Judicial assessments of copyright infringement claims remain dominated by the two-prong "substantial similarity" test. Despite this test's centrality to copyright doctrine, very little is known about how courts operationalize and apply it. In a recent paper, An Empirical Study of Copyright's Substantial Similarity Test, Clark Asay (BYU) seeks to sketch some of the test's general empirical contours. To do so, the paper, drawing from the universe of substantial similarity opinions (found on WestLaw), exploits a random sample of 1,005 opinions (district and appellate) between 1978 and 2020.
The study's key findings intrigue. First, and unsurprising to most practitioners in this space, the Second and Ninth Circuits dominate this litigation. Second, judicial analyses on the substantial similarity test tend to dwell on the second prong with comparably less judicial attention to the first. Third, judicial analyses focusing on prong two--assessing whether the defendant’s copying amounts to improper appropriation--evidence a wide diversity of approaches. As Asay notes, "[n]o dominant means exists for resolving this question, and, in any given opinion, a court typically uses multiple subtests and copyright limitations to decide this inquiry."

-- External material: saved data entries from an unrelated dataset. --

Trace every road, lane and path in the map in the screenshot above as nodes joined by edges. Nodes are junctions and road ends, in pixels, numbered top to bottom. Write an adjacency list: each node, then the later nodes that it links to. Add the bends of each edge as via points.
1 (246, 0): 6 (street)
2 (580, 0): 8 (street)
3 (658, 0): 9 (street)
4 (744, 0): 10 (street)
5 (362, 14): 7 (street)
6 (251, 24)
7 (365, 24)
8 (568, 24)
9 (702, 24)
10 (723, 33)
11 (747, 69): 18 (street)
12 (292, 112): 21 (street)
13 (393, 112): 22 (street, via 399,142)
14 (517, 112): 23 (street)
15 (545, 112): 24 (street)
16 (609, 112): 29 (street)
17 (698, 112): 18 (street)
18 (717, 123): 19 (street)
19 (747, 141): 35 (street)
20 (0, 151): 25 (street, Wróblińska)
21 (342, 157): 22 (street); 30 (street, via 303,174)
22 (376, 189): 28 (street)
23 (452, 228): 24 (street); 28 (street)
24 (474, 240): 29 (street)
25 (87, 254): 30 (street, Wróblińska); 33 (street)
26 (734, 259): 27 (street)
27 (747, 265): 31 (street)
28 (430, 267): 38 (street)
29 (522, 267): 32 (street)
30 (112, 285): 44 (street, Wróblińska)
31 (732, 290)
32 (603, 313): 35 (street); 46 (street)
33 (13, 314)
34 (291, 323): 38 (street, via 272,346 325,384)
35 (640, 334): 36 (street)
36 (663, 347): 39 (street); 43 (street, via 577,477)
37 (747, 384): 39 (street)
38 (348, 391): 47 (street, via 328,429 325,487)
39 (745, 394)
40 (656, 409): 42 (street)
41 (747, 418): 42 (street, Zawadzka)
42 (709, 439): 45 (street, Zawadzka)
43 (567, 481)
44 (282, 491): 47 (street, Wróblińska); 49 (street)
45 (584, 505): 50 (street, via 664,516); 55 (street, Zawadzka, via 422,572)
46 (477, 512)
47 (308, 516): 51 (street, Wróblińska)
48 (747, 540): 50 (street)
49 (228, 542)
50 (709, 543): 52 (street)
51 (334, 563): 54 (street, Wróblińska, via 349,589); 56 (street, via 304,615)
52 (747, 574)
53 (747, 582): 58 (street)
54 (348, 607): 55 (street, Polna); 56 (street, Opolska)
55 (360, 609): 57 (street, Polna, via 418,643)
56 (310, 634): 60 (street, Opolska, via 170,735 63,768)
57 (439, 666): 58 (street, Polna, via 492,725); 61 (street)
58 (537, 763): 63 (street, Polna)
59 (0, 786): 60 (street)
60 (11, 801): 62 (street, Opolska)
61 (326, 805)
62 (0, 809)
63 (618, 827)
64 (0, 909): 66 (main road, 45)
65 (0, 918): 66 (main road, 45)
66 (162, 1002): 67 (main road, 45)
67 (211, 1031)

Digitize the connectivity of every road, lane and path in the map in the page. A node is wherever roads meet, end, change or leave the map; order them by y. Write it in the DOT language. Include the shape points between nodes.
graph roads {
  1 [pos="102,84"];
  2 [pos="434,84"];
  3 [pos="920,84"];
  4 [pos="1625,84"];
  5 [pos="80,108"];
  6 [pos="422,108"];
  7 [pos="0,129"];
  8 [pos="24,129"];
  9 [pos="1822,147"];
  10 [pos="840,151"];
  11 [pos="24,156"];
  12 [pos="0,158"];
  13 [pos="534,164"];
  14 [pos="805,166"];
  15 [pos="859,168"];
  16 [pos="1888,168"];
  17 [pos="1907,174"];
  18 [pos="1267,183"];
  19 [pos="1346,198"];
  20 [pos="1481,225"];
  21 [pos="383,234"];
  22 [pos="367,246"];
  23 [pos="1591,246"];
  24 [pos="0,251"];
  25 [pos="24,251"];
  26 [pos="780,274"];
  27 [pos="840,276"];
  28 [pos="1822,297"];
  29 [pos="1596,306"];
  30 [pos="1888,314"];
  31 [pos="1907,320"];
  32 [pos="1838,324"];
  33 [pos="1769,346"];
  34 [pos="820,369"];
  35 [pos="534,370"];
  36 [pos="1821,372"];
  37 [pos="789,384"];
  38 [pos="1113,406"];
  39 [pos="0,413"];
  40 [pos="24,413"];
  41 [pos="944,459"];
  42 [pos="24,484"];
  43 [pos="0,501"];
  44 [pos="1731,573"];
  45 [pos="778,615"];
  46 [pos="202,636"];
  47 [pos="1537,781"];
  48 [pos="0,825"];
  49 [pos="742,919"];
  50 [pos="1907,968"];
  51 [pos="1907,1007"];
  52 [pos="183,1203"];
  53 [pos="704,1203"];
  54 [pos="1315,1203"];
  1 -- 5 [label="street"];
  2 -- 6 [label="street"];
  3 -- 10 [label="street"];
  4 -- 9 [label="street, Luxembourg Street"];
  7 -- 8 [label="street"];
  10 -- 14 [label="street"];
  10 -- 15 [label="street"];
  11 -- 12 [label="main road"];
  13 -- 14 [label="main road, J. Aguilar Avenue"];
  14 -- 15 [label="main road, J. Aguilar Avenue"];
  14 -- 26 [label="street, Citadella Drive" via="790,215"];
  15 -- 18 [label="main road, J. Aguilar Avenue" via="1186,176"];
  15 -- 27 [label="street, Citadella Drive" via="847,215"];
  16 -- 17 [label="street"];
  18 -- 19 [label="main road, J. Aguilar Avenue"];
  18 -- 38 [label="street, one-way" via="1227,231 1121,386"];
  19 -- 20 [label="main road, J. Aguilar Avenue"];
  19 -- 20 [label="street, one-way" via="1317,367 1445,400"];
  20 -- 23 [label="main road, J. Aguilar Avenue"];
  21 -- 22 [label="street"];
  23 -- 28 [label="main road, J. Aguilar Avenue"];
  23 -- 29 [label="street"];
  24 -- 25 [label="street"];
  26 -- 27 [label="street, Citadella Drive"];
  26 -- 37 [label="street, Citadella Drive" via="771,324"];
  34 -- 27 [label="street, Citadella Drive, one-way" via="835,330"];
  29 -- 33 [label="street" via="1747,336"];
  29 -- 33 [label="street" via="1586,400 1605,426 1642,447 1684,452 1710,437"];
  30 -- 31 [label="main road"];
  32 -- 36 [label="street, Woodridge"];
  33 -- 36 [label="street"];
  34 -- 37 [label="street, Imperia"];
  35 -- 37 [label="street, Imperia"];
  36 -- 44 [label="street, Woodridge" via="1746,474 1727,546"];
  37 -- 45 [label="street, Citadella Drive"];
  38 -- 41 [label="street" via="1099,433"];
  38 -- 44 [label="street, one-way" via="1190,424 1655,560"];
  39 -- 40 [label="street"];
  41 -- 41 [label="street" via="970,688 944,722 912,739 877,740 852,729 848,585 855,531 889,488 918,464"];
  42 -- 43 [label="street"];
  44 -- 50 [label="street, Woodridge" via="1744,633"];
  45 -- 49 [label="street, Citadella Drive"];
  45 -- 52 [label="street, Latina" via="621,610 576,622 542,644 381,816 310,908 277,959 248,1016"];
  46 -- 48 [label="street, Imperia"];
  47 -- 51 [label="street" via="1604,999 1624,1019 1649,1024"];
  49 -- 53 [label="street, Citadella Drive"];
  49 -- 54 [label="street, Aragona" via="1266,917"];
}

The paper concludes by recommending: "First, courts should maintain the two traditional prongs of the substantial similarity test as distinct and reinvigorate their assessments of similarity under the first prong of the substantial similarity test. Second, courts should make discussing and applying any relevant copyright limitations the heart of their prong two analyses to ensure that copyright law serves its constitutional purposes."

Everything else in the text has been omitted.